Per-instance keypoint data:
-- Opening Marker --

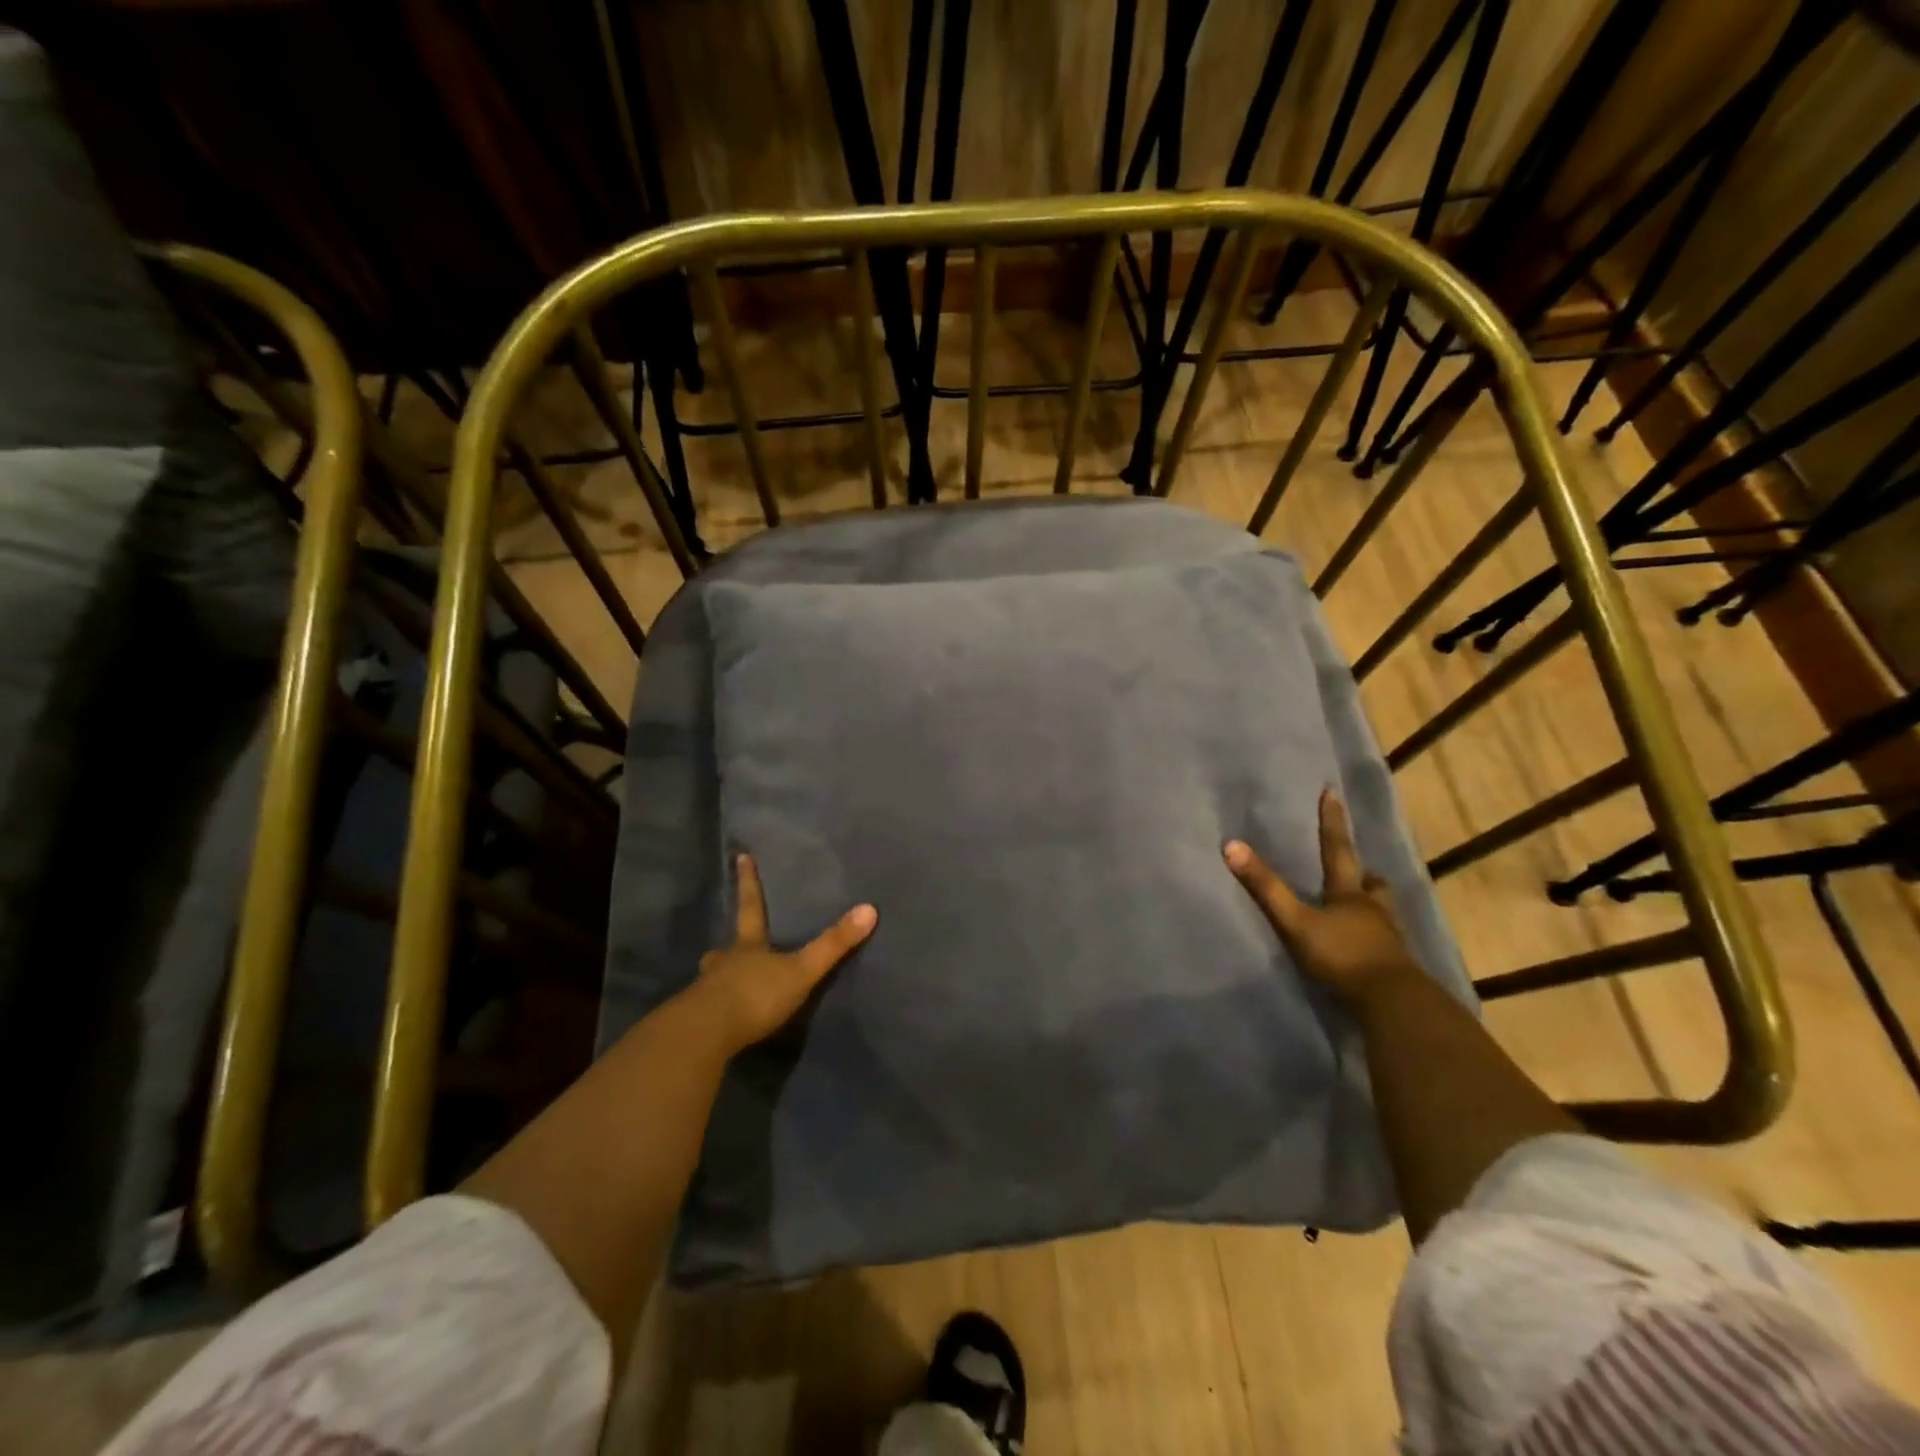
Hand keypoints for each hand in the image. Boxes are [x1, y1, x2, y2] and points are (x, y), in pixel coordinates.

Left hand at [690, 854, 876, 1051]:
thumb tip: (870, 908)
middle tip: (725, 949)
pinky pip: (707, 1010)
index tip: (740, 857)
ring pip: (713, 979)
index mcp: (748, 946)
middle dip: (727, 948)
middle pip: (725, 949)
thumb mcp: (802, 970)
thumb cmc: (756, 995)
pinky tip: (722, 1021)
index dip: (748, 882)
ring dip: (720, 979)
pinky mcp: (698, 1022)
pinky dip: (715, 1011)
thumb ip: (833, 944)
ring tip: (726, 986)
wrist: (706, 1034)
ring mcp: (706, 992)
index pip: (751, 907)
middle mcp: (724, 963)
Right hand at [1224, 789, 1418, 1003]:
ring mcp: (1387, 938)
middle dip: (1362, 874)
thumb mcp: (1295, 921)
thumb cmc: (1341, 955)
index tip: (1331, 793)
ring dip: (1371, 904)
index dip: (1332, 821)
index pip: (1338, 849)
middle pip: (1372, 883)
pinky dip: (1374, 936)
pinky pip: (1384, 941)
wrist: (1391, 1003)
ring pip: (1382, 911)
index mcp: (1349, 894)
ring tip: (1359, 907)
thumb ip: (1265, 887)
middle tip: (1355, 871)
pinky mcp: (1394, 966)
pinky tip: (1364, 944)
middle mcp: (1372, 909)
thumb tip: (1231, 845)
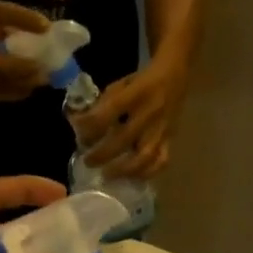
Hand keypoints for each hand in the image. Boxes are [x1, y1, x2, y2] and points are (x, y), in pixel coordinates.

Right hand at [0, 0, 52, 102]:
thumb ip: (19, 17)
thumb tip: (47, 26)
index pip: (4, 69)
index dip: (25, 70)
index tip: (43, 65)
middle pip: (5, 85)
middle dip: (28, 81)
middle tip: (47, 75)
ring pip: (2, 93)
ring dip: (22, 89)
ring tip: (38, 80)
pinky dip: (12, 92)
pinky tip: (23, 85)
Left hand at [71, 60, 185, 177]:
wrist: (174, 76)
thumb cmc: (141, 82)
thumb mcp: (120, 84)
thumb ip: (103, 104)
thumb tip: (80, 124)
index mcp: (135, 94)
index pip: (108, 113)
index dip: (90, 126)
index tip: (77, 132)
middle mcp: (149, 113)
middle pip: (123, 139)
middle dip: (102, 154)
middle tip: (87, 162)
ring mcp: (161, 129)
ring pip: (144, 157)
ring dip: (123, 170)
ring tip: (107, 175)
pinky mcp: (170, 140)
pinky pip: (160, 162)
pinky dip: (146, 172)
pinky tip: (131, 176)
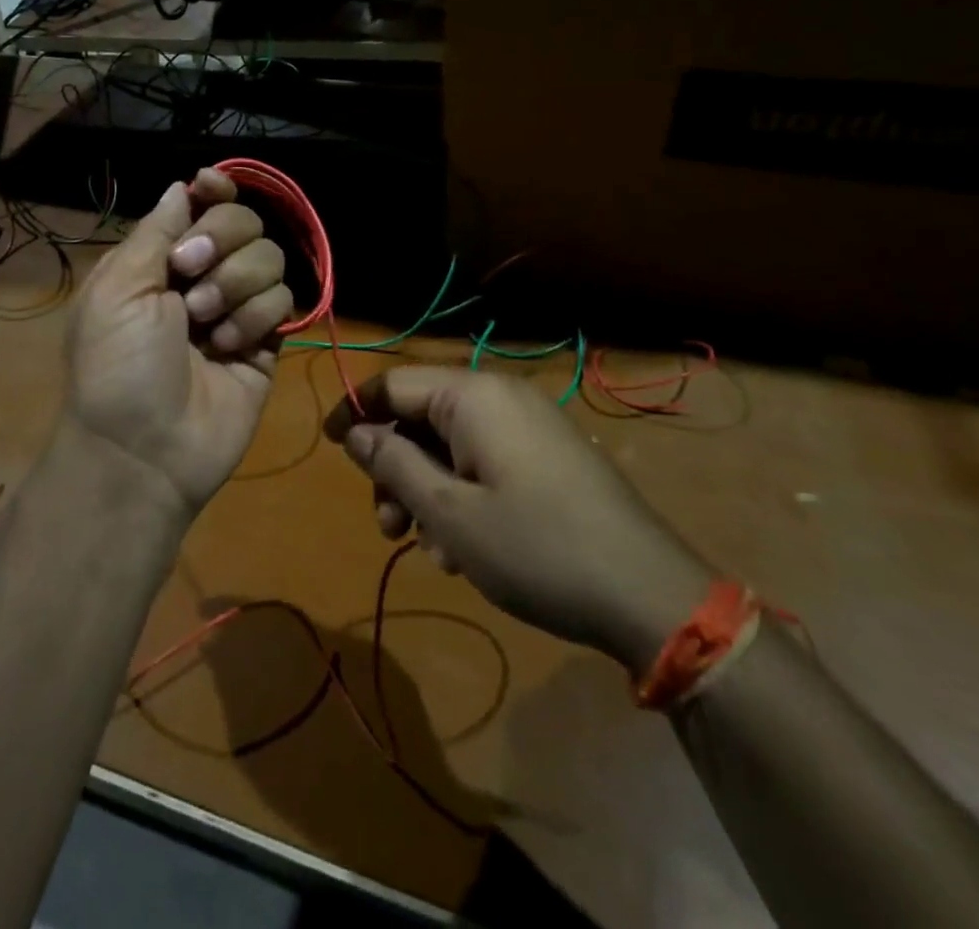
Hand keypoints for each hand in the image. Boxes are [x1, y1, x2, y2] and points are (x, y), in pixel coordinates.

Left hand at [65, 169, 292, 516]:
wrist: (144, 448)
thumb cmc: (117, 362)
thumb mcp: (117, 287)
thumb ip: (156, 230)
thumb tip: (182, 186)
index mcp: (160, 260)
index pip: (201, 205)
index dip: (214, 190)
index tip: (212, 185)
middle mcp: (203, 276)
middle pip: (244, 221)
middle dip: (221, 240)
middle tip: (189, 274)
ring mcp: (238, 308)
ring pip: (270, 257)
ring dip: (236, 284)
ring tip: (206, 324)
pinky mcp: (268, 341)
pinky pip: (283, 301)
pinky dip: (255, 318)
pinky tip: (228, 348)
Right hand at [326, 368, 713, 672]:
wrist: (649, 594)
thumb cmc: (536, 548)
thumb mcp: (449, 513)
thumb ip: (394, 464)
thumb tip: (355, 432)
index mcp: (472, 396)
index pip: (393, 384)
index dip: (354, 412)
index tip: (329, 447)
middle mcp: (500, 397)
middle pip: (421, 416)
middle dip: (395, 468)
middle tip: (386, 527)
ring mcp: (529, 425)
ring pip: (451, 444)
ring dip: (427, 490)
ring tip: (430, 550)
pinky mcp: (548, 454)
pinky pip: (485, 459)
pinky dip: (463, 494)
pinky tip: (465, 549)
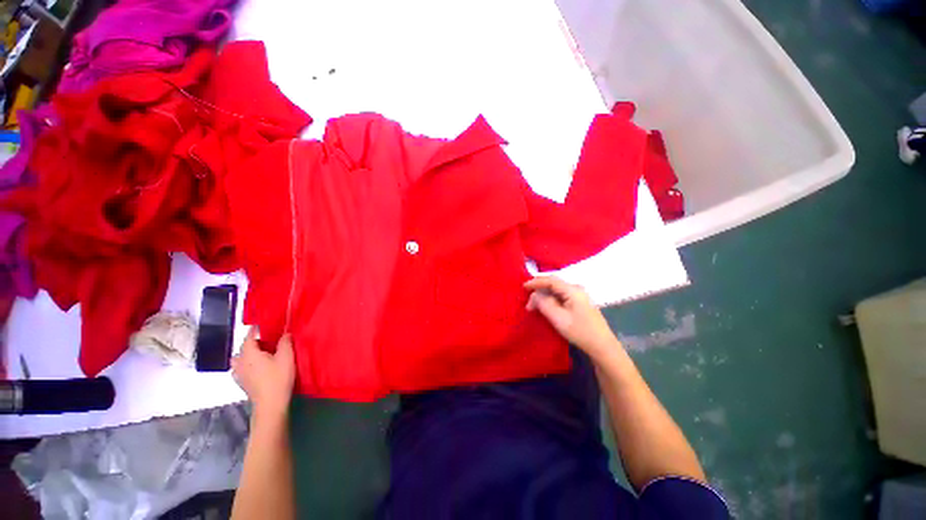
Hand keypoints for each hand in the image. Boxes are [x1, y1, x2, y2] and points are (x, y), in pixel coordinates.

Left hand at [232, 328, 294, 420]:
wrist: (270, 403)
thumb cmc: (278, 377)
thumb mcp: (287, 356)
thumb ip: (285, 342)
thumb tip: (285, 333)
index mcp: (250, 353)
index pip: (248, 338)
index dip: (254, 330)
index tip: (259, 325)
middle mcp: (240, 362)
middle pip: (243, 349)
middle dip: (252, 343)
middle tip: (267, 341)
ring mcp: (239, 374)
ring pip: (239, 360)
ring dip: (247, 355)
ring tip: (259, 355)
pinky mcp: (242, 383)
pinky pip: (240, 369)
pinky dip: (246, 365)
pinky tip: (255, 368)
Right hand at [525, 276, 620, 360]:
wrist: (602, 346)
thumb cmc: (580, 331)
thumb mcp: (558, 318)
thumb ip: (544, 303)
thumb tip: (534, 295)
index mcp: (572, 290)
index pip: (550, 280)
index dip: (535, 282)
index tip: (523, 287)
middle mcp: (576, 289)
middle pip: (553, 285)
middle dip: (539, 292)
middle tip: (529, 305)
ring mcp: (579, 296)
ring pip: (557, 291)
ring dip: (544, 297)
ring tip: (535, 307)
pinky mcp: (580, 304)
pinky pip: (561, 296)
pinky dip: (551, 300)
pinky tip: (546, 308)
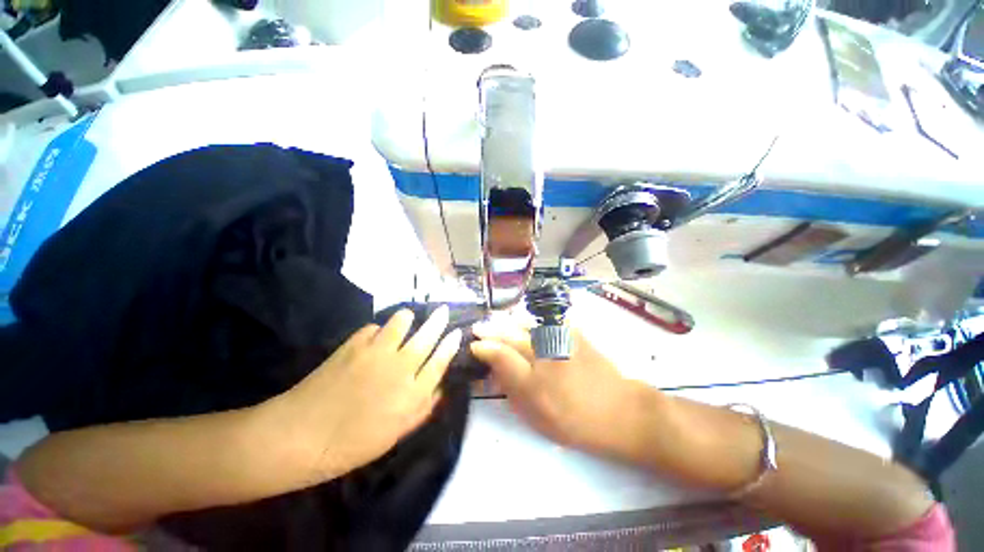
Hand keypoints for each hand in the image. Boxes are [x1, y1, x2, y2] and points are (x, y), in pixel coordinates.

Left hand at [265, 306, 461, 482]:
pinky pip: (373, 327)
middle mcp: (400, 368)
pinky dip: (378, 330)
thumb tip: (439, 389)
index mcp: (411, 393)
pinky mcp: (353, 345)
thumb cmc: (351, 444)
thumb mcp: (394, 435)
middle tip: (443, 310)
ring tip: (407, 320)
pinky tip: (374, 338)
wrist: (300, 436)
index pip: (440, 361)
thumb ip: (421, 410)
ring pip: (401, 321)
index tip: (457, 332)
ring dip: (407, 318)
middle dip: (438, 320)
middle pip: (427, 336)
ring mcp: (376, 352)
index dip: (451, 344)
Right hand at [470, 324, 644, 455]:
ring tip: (498, 323)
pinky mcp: (572, 330)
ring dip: (508, 322)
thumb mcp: (534, 412)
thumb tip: (493, 367)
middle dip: (491, 329)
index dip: (482, 346)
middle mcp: (542, 350)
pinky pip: (543, 319)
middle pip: (509, 333)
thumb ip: (510, 385)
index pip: (498, 353)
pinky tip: (524, 323)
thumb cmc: (573, 418)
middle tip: (479, 328)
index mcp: (531, 376)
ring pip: (524, 322)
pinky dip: (530, 321)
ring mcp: (558, 336)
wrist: (619, 410)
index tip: (472, 344)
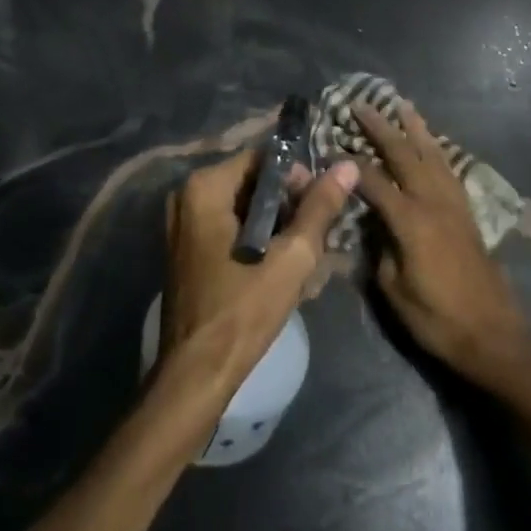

-- Closing Marker --

Each line above is to be copied verbatim. Drop any image from the copy.

Hand keypoints for each hand in the image. Boxes are [x1, y1, x2, y2] and points are (x, y), in pixel coordinates.

Left hand at [690, 854, 876, 1051]:
thumb tip: (870, 908)
middle tip: (725, 949)
pinky pip: (707, 1010)
index tip: (740, 857)
ring pip: (713, 979)
index mcp: (748, 946)
middle dip: (727, 948)
middle pip: (725, 949)
thumb mcp: (802, 970)
thumb cmc: (756, 995)
pinky tip: (722, 1021)
index dip: (748, 882)
ring dip: (720, 979)
pinky mcp: (698, 1022)
pinky dip: (715, 1011)
thumb ip: (833, 944)
ring tip: (726, 986)
wrist: (706, 1034)
ring mcp: (706, 992)
index pip: (751, 907)
middle mcp: (724, 963)
Right hand at [1224, 789, 1418, 1003]:
ring mcp: (1387, 938)
middle dip: (1362, 874)
thumb mcp: (1295, 921)
thumb cmc: (1341, 955)
index tip: (1331, 793)
ring dip: (1371, 904)
index dip: (1332, 821)
index pip: (1338, 849)
middle pip: (1372, 883)
pinky dip: (1374, 936)
pinky pip: (1384, 941)
wrist: (1391, 1003)
ring pip: (1382, 911)
index mcp: (1349, 894)
ring tip: (1359, 907)
thumb ip: (1265, 887)
middle tip: (1355, 871)
pinky mcp: (1394, 966)
pinky tip: (1364, 944)
middle mcp: (1372, 909)
thumb tip: (1231, 845)
Hand keypoints for each hand in the image. Boxes are [x1, y1, x2, y2] and points are (x, y), in pixel coordinates.

Right hand at [0, 0, 52, 102]:
thumb ip: (19, 17)
thumb tip: (47, 26)
index pip: (4, 69)
index dip: (25, 70)
index tip: (43, 65)
middle pip: (5, 85)
middle dip: (28, 81)
middle tip: (47, 75)
ring pip: (2, 93)
ring dip: (22, 89)
ring tip: (38, 80)
pinky dip: (12, 92)
pinky tip: (23, 85)
Left hand at [71, 60, 185, 177]:
wrist: (174, 76)
thumb cmc: (141, 82)
thumb mcp: (120, 84)
thumb ip: (103, 104)
thumb tip: (80, 124)
index mcp: (135, 94)
index pip: (108, 113)
index dip: (90, 126)
index tip: (77, 132)
middle mcp: (149, 113)
middle pip: (123, 139)
middle dip: (102, 154)
middle tip: (87, 162)
ring mcp: (161, 129)
ring pip: (144, 157)
ring dip: (123, 170)
ring tip: (107, 175)
pinky mcp: (170, 140)
pinky pip: (160, 162)
pinky dip: (146, 172)
pinky tip: (131, 176)
Hand keypoints for each hand in the image. Boxes are [x1, y1, x2, y2] and points are (x, y), in pixel coordinates.

Left hand at [65, 169, 292, 516]:
wrist: (144, 448)
thumb cmc: (117, 362)
thumb mcp: (117, 287)
thumb ip: (156, 230)
thumb tip: (182, 186)
index mcp: (160, 260)
index pip: (201, 205)
index dip: (214, 190)
index tip: (212, 185)
middle mcp: (203, 276)
middle pip: (244, 221)
middle dip: (221, 240)
middle tip: (189, 274)
ring mcp: (238, 308)
ring pip: (270, 257)
ring dip: (236, 284)
ring tip: (206, 324)
pinky mcp: (268, 341)
pinky pip: (283, 301)
pinky dip: (255, 318)
pinky tip: (228, 348)
Right hand at [326, 368, 713, 672]:
wrist: (649, 594)
thumb cmc: (536, 548)
thumb mcp: (449, 513)
thumb ip: (394, 464)
thumb tip: (355, 432)
index mcp: (472, 396)
index pip: (393, 384)
index dip: (354, 412)
index tip: (329, 447)
middle mcp: (500, 397)
middle pip: (421, 416)
middle dip: (395, 468)
middle tip: (386, 527)
ring mcp: (529, 425)
ring pip: (451, 444)
ring dip: (427, 490)
ring tip: (430, 550)
pinky mcp: (548, 454)
pinky pip: (485, 459)
pinky dip: (463, 494)
pinky tip: (465, 549)
Hand keypoints for each hand in the image. Boxes are [x1, y1, x2, y2] and points are (x, y), in pixel coordinates.

Left hand at [232, 328, 294, 420]:
wrist: (270, 403)
thumb cmc: (278, 377)
thumb mcp: (287, 356)
thumb ip: (285, 342)
thumb tip: (285, 333)
index mcp: (250, 353)
index pip: (248, 338)
index dip: (254, 330)
index tip: (259, 325)
middle mcp: (240, 362)
middle pip: (243, 349)
middle dip: (252, 343)
middle tip: (267, 341)
ring mcp: (239, 374)
ring pip: (239, 360)
ring dip: (247, 355)
ring tip: (259, 355)
pinky mcp: (242, 383)
pinky pip: (240, 369)
pinky dip: (246, 365)
pinky tip: (255, 368)
Right hand at [525, 276, 620, 360]:
wrist: (602, 346)
thumb cmc: (580, 331)
thumb mcp: (558, 318)
thumb ip: (544, 303)
thumb tip: (534, 295)
index mcp: (572, 290)
index pip: (550, 280)
index dip: (535, 282)
index tip: (523, 287)
middle mcp: (576, 289)
middle pip: (553, 285)
middle dip: (539, 292)
middle tip: (529, 305)
ring mcp: (579, 296)
ring pip: (557, 291)
ring dip: (544, 297)
ring tip: (535, 307)
pinky mcp: (580, 304)
pinky pip: (561, 296)
pinky dip: (551, 300)
pinky tip: (546, 308)
Hand keypoints for each hand in the image. Boxes are [x1, y1, x2, y2] and points are (x, y), in pixel coordinates.

Left hand at [265, 306, 461, 482]:
pinky pip: (373, 327)
middle mcp: (400, 368)
pinky dip: (378, 330)
thumb tip: (439, 389)
index mcp: (411, 393)
pinky mcp: (353, 345)
thumb cmc: (351, 444)
thumb mcp: (394, 435)
middle tip: (443, 310)
ring tip: (407, 320)
pinky tip: (374, 338)
wrist: (300, 436)
index pip: (440, 361)
thumb ip: (421, 410)
ring pip: (401, 321)
index tip: (457, 332)
ring dip: (407, 318)
middle dip: (438, 320)
middle pip: (427, 336)
ring mcp: (376, 352)
index dip: (451, 344)
Right hand at [470, 324, 644, 455]:
ring tip: (498, 323)
pinky mcp: (572, 330)
ring dip: (508, 322)
thumb mcp: (534, 412)
thumb tip: (493, 367)
middle dip: (491, 329)
index dip: (482, 346)
middle mcp: (542, 350)
pinky pip: (543, 319)
middle pip: (509, 333)
thumb ip: (510, 385)
index pip: (498, 353)
pinky tip: (524, 323)
thumb cmc: (573, 418)
middle tip: (479, 328)
index mcp: (531, 376)
ring pip: (524, 322)
pinky dip: (530, 321)
ring mcp: (558, 336)
wrist: (619, 410)
index tip: (472, 344)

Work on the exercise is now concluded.